» Task instructions
Which lines in the listing below contain "Stettiner"? Copy each of them.

» Source material
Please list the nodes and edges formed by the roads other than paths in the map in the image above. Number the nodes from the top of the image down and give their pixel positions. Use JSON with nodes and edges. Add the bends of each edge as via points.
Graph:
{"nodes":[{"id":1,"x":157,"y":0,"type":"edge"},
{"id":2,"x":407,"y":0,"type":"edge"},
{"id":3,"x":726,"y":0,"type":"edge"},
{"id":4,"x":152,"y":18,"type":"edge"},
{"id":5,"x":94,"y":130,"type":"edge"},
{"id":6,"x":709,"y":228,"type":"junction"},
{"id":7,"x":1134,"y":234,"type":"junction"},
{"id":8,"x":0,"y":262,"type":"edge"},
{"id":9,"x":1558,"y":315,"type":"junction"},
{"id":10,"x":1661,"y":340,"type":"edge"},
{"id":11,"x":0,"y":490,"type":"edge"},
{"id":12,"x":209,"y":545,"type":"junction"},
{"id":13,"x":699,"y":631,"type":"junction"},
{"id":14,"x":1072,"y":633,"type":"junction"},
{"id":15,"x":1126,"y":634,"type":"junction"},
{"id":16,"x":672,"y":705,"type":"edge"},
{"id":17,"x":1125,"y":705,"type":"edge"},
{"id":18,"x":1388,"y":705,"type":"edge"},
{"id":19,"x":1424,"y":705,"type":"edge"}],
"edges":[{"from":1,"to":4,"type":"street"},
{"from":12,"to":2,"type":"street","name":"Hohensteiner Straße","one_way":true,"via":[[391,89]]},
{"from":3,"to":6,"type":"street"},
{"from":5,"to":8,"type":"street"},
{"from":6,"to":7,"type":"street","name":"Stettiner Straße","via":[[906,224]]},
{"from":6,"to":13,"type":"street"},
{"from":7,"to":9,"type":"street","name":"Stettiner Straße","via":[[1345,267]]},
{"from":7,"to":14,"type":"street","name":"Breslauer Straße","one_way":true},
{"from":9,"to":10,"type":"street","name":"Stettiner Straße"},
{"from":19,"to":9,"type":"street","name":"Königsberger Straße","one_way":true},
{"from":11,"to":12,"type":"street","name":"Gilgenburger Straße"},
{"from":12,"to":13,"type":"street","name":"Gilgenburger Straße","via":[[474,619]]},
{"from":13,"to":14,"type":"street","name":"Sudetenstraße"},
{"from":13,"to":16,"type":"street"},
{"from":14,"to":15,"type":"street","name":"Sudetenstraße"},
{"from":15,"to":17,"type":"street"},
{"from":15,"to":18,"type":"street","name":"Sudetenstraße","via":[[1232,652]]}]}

» Result of the task
{"from":6,"to":7,"type":"street","name":"Stettiner Straße","via":[[906,224]]},
{"from":7,"to":9,"type":"street","name":"Stettiner Straße","via":[[1345,267]]},
{"from":9,"to":10,"type":"street","name":"Stettiner Straße"},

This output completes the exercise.